How do I combine two data series into a DataFrame? ›

Using pd.

concat() to concatenate s1 and s2 along axis 1 (columns) to create a DataFrame df . The resulting DataFrame has two columns, with the values from s1 in the first column and the values from s2 in the second column. Note that the index labels from the original Series are preserved in the resulting DataFrame.

How do I combine two columns into one DataFrame in R? ›

Merge Two Columns into One using paste0()

The paste0() function is used for the concatenation of two columns into one column of the R data frame without any separator. This code creates a new column call Location in the data frame df .

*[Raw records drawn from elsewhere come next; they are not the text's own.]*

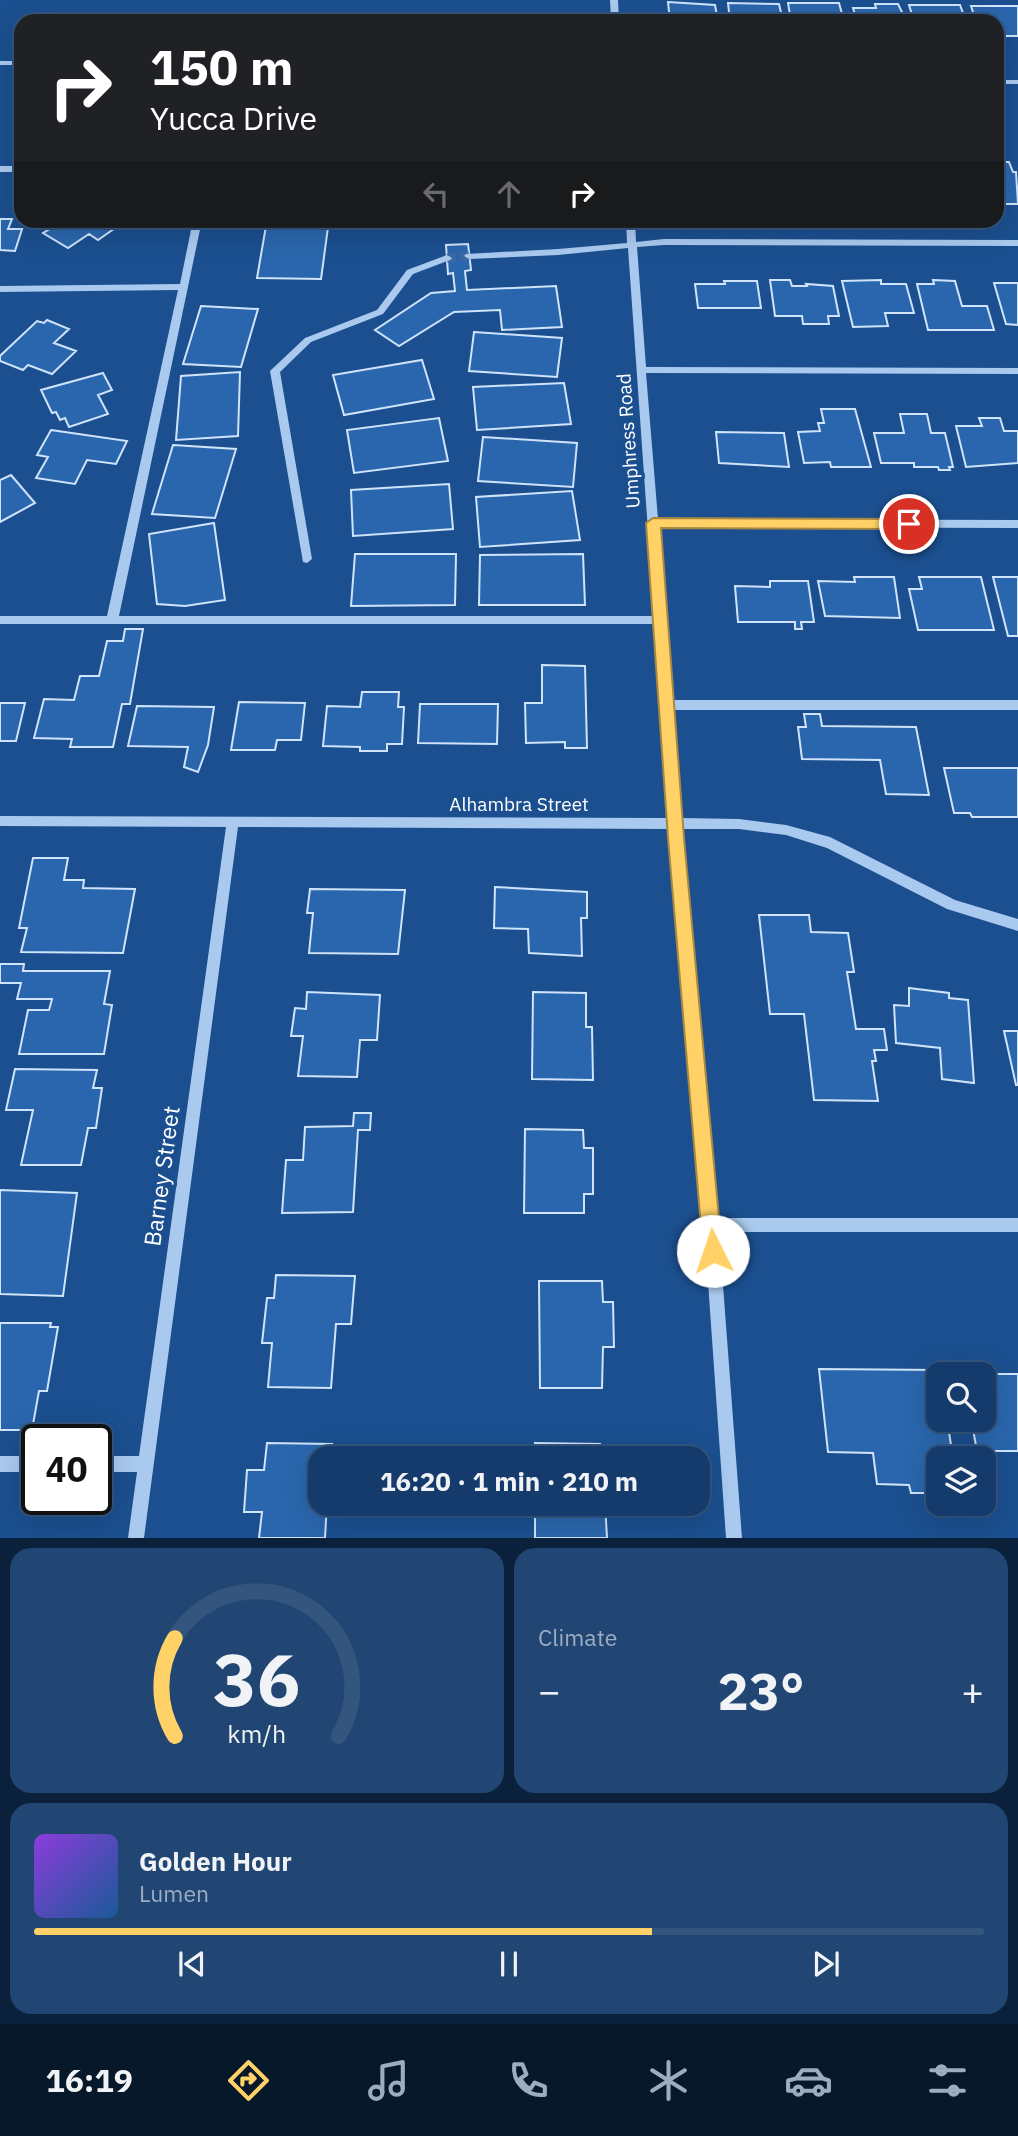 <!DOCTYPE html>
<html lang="en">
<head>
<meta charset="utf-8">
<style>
	:root { --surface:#143b6b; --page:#214673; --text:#f1f3f6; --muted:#9dadc1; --line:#33557e; --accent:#ffd166 }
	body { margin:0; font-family:"IBM Plex Sans",sans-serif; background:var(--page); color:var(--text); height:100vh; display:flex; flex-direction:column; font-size:26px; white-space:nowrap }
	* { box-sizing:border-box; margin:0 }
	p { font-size:23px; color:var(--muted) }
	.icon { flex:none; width:38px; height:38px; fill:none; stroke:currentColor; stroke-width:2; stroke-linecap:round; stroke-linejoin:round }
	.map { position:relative; height:1538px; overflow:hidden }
	.details { display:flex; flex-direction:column; gap:10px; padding:10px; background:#0b203b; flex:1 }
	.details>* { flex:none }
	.top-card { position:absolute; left:14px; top:14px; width:990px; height:214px; border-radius:21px; box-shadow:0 7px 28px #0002,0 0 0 2px var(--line); background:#202124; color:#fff; overflow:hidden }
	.fabs { position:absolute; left:926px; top:1362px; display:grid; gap:14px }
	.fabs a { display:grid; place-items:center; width:70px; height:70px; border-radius:14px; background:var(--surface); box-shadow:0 7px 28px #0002,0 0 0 2px var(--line); font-size:35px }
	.speed { position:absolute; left:21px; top:1424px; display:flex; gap:14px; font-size:35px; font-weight:700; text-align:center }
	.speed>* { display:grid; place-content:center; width:91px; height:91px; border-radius:50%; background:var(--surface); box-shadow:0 7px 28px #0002,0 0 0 2px var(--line); line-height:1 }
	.speed .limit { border:4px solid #111; border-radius:10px; background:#fff; color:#111 }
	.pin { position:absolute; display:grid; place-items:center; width:60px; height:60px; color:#fff; margin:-30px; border:4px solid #fff; border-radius:50%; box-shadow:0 2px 7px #0007 }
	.me { position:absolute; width:77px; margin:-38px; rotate:356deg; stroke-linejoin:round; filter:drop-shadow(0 0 5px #0008) }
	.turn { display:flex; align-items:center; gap:24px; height:147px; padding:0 21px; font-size:32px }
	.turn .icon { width:91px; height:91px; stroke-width:2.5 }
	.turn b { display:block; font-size:49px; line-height:60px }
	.lanes { display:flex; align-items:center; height:66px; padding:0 21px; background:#0003; justify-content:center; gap:35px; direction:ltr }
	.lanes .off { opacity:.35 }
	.big { font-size:52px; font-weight:700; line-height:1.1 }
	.details .widget { flex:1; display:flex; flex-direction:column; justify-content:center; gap:10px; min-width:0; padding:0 24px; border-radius:21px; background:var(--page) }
	.details .dial { align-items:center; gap:0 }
	.dial svg { height:182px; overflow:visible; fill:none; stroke:var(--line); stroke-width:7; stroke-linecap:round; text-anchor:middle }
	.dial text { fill:var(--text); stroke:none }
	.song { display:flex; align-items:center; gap:21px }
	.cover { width:84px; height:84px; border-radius:10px; background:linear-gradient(135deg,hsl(270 70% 55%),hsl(210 70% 35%)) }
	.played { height:7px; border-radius:4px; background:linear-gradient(90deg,var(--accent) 65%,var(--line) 65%) }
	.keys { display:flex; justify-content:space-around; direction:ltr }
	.heat { display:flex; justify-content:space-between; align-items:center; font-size:38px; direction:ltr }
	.details .tiles { flex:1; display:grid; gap:10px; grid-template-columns:1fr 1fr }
	.widget:last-child { grid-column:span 2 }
	.trip { position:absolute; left:308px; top:1446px; width:402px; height:70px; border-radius:21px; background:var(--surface); box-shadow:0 7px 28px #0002,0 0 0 2px var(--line); font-weight:700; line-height:70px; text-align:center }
	.tabs { display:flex; height:112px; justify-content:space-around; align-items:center; background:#08182b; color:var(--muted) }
	.tabs .icon { width:49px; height:49px }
	.tabs .selected { color:var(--accent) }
	.tabs b { font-size:32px; color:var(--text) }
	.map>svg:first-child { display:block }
	.building { fill:#2a66ad; stroke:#cfe3fa; stroke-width:2 }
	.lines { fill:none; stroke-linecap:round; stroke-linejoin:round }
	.minor-tunnel { stroke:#3d69a0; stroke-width:9; stroke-dasharray:9 4.5; stroke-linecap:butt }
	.minor { fill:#a9c9ee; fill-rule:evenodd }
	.route { fill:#ffd166; stroke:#a68842; stroke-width:2 }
	.labels { text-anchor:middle; stroke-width:7; stroke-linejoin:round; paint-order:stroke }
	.street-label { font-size:19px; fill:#fff; stroke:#1b4f8f }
	.near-street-label { font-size:23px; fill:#fff; stroke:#1b4f8f }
</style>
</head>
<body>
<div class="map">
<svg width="1018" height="1538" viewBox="0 0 1018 1538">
	<rect width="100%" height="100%" fill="#1b4f8f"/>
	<path class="building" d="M 668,2 L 715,5 L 718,21 L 670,21 Z
		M 728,3 L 779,4 L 783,21 L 730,21 Z
		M 788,3 L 839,3 L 844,21 L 791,21 Z
		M 875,4 L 898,4 L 906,20 L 857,21 L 853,8 L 876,8 Z
		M 909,5 L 960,5 L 966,21 L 914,21 Z
		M 971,6 L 1018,6 L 1018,36 L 998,36 L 998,21 L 976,21 Z
		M 998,162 L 1009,162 L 1013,172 L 1016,172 L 1018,204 L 998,204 Z
		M 0,219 L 12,219 L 8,229 L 22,229 L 15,251 L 0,250 Z
		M 56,220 L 109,220 L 118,226 L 98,240 L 89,234 L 68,248 L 43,233 L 58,224 L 54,222 Z
		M 267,220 L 329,220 L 321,279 L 257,278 Z
		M 468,244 L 471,270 L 465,271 L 467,290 L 556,286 L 562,327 L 502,330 L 500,310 L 454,312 L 399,346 L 375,330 L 431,293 L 455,291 L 453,273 L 448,274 L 446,245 Z
		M 770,280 L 790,280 L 792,286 L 807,286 L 806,284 L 833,286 L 839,316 L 828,316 L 829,324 L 803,324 L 802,316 L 775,316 Z
		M 881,280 L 881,284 L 906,284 L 914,313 L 885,313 L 888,326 L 853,327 L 842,281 Z
		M 933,280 L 955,281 L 962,306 L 987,306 L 994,330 L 928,330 L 917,284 L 934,284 Z
		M 724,281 L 757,281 L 761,308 L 698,308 L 695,284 L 725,284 Z
		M 994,283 L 1018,283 L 1018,325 L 1006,324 Z
		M 201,306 L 258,309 L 241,367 L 183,364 Z
		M 47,320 L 69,329 L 54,343 L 76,351 L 52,374 L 28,365 L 23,370 L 0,361 L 0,356 L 37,321 L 44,323 Z
		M 474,332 L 562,338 L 557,377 L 469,371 Z
		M 422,360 L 434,399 L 344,415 L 333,375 Z
		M 240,372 L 238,436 L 176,440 L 181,376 Z
		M 103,373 L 112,390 L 98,395 L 108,414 L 69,427 L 65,418 L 60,420 L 56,412 L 52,413 L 41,390 Z
		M 564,383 L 571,424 L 477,430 L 473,387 Z
		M 821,409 L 855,409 L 871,467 L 831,467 L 830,462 L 804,463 L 798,432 L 820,431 L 818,423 L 824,423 Z
		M 900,414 L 927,414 L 931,433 L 945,433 L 953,467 L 949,467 L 950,470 L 939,470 L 938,467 L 914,467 L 914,463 L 881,463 L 874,433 L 904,433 Z
		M 439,418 L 448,461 L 354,473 L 347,430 Z
		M 979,418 L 1000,418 L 1004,431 L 1018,431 L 1018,463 L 966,467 L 956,426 L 982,426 Z
		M 51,430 L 127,441 L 116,464 L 87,460 L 75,484 L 36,478 L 48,457 L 37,455 Z
		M 716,432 L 784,433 L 789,467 L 719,463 Z
		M 483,437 L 577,443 L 573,487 L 478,481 Z
		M 173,445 L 236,449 L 215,518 L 152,514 Z
		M 11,475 L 35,503 L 0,522 L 0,480 Z
		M 449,484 L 453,529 L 353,536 L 351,490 Z
		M 572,491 L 580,540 L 480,547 L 476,497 Z
		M 214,523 L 225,600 L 185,606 L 157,604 L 149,534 Z
		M 355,554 L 456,554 L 455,605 L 351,606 Z
		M 583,554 L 585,605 L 479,605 L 480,555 Z
		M 854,577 L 894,577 L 900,618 L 825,616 L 818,581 L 855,582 Z
		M 919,577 L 981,577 L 994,630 L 918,630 L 909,589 L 922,589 Z
		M 993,577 L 1018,577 L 1018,636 L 1008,636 Z
		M 770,581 L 808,581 L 814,622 L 801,622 L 802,629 L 795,629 L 795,622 L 738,622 L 735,586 L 770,587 Z
		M 125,629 L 143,629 L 130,704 L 122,704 L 113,747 L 70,747 L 72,739 L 34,738 L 44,699 L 74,700 L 80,676 L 99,676 L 107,641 L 123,641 Z
		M 542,665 L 585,666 L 587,748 L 565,748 L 565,742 L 526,743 L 525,703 L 542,703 Z
		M 362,692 L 399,692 L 398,707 L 404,707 L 402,744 L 387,744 L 387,751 L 360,751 L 360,747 L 323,746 L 327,706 L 360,707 Z
		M 239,702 L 305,703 L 301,740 L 277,740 L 275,750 L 231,750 Z
		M 0,703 L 25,703 L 16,741 L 0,741 Z
		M 420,704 L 498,704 L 497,744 L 418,743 Z
		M 137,706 L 214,707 L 208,745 L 198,772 L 184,767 L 188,747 L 128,746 Z
		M 804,714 L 820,714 L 822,726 L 916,727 L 929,795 L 886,794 L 880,760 L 802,759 L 798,727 L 806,727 Z
		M 944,768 L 1018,768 L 1018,817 L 972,817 L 970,813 L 954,813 Z
		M 33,858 L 68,858 L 64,880 L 84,880 L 83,888 L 135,889 L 123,953 L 21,952 L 27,928 L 19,928 Z
		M 495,887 L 587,892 L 587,918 L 581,918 L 582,956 L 529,953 L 528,929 L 494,928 Z
		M 310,889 L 405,890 L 398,954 L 309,953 L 313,913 L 307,913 Z
		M 759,915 L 809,915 L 811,932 L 848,933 L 854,972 L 847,972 L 856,1029 L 884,1029 L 887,1050 L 874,1050 L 876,1061 L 872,1061 L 878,1101 L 814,1100 L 804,1014 L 770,1014 Z
		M 0,964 L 24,964 L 23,971 L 110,971 L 104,1004 L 112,1005 L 104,1054 L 19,1054 L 28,1010 L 49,1010 L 52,999 L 17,999 L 21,983 L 0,983 Z
		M 909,988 L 949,993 L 949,998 L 968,1000 L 974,1083 L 942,1079 L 940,1048 L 896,1043 L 894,1005 L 909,1006 Z
		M 307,992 L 380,995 L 377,1040 L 360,1040 L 357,1077 L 298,1076 L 303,1036 L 291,1036 L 295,1008 L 306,1009 Z
		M 533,992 L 586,993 L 586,1027 L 592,1027 L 593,1080 L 532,1079 Z
		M 1004,1031 L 1018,1031 L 1018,1085 L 1016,1085 Z
		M 15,1069 L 97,1070 L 93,1088 L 102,1088 L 96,1128 L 88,1128 L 81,1165 L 21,1165 L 33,1110 L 6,1110 Z
		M 354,1113 L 371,1113 L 370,1130 L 358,1130 L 353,1212 L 282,1213 L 286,1160 L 303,1160 L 305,1127 L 353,1126 Z
		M 525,1129 L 583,1130 L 584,1148 L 593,1148 L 593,1194 L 584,1194 L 584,1213 L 524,1213 Z
		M 0,1190 L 77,1193 L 63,1296 L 0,1294 Z
		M 276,1275 L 355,1276 L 351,1324 L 336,1324 L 331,1388 L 268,1387 L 272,1343 L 262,1343 L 267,1298 L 274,1298 Z
		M 539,1281 L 602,1281 L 603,1302 L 613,1302 L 614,1347 L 603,1347 L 602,1388 L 540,1388 Z
		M 0,1323 L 51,1323 L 50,1327 L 58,1327 L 47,1391 L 39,1391 L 32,1430 L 0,1430 Z
		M 819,1369 L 940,1370 L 938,1419 L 947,1419 L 953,1458 L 938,1458 L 938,1493 L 911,1493 L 909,1485 L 877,1484 L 873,1453 L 828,1452 Z
		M 984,1374 L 1018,1374 L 1018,1451 L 977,1451 L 971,1419 L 984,1419 Z
		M 267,1443 L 332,1444 L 331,1458 L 320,1458 L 320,1503 L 327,1503 L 325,1538 L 259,1538 L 262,1512 L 244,1512 L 247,1470 L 264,1470 Z
		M 535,1443 L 600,1444 L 601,1458 L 535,1458 Z
		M 535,1503 L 605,1503 L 607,1538 L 535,1538 Z"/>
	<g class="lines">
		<path class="minor-tunnel" d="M 447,258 L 469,256"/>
		<path class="minor" d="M 610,0 L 618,0 L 619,21 L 611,21 Z
			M 0,61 L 21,61 L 21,65 L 0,65 Z
			M 998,80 L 1018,80 L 1018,84 L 998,84 Z
			M 0,166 L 21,166 L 21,172 L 0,172 Z
			M 193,220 L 202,220 L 119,616 L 654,616 L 628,248 L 558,255 L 469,259 L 464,256 L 466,254 L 558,249 L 627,243 L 626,220 L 635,220 L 636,242 L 664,239 L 1018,240 L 1018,246 L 664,245 L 637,247 L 646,367 L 1018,368 L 1018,374 L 646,373 L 658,519 L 1018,520 L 1018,528 L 658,527 L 672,700 L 1018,700 L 1018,710 L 672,710 L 681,818 L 739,819 L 786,825 L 830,837 L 955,900 L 1018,919 L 1018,931 L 947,909 L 827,848 L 786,835 L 739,829 L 682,829 L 718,1218 L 1018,1218 L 1018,1232 L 719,1232 L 742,1538 L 726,1538 L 704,1225 L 669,829 L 238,827 L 144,1538 L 128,1538 L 137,1472 L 96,1472 L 96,1456 L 139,1456 L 226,827 L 0,826 L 0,816 L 668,818 L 654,624 L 0,624 L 0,616 L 107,616 L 178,290 L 0,292 L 0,286 L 180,284 Z
			M 447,255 L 452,258 L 450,260 L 413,274 L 383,314 L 311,342 L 280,372 L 312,559 L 307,563 L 303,562 L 270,371 L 305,338 L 377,310 L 407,270 Z
			M 0,1456 L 37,1456 L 37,1472 L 0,1472 Z"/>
	</g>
	<path class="route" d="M 653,518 L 909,519 L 916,524 L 909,529 L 661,528 L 684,838 L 722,1251 L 720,1258 L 713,1261 L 706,1258 L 703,1251 L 668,838 L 646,523 Z"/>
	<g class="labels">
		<g class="street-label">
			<text transform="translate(628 441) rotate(-94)" y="7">Umphress Road</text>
			<text x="519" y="811">Alhambra Street</text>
		</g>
		<g class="near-street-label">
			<text transform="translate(162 1176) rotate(-82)" y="8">Barney Street</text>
		</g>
	</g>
</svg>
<div class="fabs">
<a><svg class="icon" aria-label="search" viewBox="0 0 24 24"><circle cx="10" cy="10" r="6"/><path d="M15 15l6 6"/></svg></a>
<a><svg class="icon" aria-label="layers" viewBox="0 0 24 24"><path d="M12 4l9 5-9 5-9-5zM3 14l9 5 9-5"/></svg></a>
</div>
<div class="speed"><div class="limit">40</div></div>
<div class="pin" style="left:909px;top:524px;background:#d93025"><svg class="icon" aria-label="arrive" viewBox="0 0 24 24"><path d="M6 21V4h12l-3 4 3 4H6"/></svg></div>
<svg class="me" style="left:713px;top:1251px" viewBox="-20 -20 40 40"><circle r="19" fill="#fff"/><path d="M0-13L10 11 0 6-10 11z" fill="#ffd166"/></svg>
<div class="trip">16:20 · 1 min · 210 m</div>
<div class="top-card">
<div class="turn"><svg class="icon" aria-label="right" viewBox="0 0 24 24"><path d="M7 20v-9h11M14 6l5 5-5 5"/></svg><div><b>150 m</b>Yucca Drive</div></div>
<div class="lanes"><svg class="icon off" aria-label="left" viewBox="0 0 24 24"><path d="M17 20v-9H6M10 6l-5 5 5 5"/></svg><svg class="icon off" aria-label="ahead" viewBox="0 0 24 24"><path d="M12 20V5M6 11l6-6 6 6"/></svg><svg class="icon" aria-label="right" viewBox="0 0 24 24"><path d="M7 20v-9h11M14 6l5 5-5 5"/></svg></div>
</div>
</div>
<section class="details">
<div class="tiles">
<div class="widget dial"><svg viewBox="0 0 100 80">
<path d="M14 69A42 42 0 1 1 86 69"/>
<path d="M14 69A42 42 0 0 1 14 26" stroke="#ffd166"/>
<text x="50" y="56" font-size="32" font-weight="700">36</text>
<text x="50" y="72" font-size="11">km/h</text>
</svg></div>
<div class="widget"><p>Climate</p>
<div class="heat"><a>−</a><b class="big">23°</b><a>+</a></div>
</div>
<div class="widget">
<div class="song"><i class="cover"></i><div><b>Golden Hour</b><p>Lumen</p></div></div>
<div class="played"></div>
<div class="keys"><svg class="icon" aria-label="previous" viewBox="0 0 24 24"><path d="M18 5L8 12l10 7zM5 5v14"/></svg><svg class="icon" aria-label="pause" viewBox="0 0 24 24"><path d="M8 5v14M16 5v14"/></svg><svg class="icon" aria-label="next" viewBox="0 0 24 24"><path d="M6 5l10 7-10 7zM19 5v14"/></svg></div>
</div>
</div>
</section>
<nav class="tabs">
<b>16:19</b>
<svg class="icon selected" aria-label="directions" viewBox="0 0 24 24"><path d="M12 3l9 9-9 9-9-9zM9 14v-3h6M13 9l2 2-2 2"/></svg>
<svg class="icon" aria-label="music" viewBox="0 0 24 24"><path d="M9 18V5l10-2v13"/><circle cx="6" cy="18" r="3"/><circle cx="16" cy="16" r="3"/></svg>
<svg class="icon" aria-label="phone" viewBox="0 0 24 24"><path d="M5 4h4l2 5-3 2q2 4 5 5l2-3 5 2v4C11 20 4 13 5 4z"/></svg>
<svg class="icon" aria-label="climate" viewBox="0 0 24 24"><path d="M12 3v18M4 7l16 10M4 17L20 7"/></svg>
<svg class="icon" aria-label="car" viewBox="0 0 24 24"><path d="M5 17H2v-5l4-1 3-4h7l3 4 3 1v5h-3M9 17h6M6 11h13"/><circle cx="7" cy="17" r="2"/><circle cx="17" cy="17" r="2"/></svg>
<svg class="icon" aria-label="filters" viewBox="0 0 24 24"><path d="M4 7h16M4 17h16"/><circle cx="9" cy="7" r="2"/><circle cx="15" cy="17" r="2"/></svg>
</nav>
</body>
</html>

How do I combine two data frames in R with different column names? ›

To join data frames on the different columns in R use either base merge() function or use dplyr functions. Using the dplyr functions is the best approach as it runs faster than the R base approach. dplyr package provides several functions to join R data frames and all these supports merge on the different column names.

References

Top Articles
Latest Posts
Article information

Author: Maia Crooks Jr

Last Updated:

Views: 6391

Rating: 4.2 / 5 (63 voted)

Reviews: 86% of readers found this page helpful

Author information

Name: Maia Crooks Jr

Birthday: 1997-09-21

Address: 93119 Joseph Street, Peggyfurt, NC 11582

Phone: +2983088926881

Job: Principal Design Liaison

Hobby: Web surfing, Skiing, role-playing games, Sketching, Polo, Sewing, Genealogy

Introduction: My name is Maia Crooks Jr, I am a homely, joyous, shiny, successful, hilarious, thoughtful, joyous person who loves writing and wants to share my knowledge and understanding with you.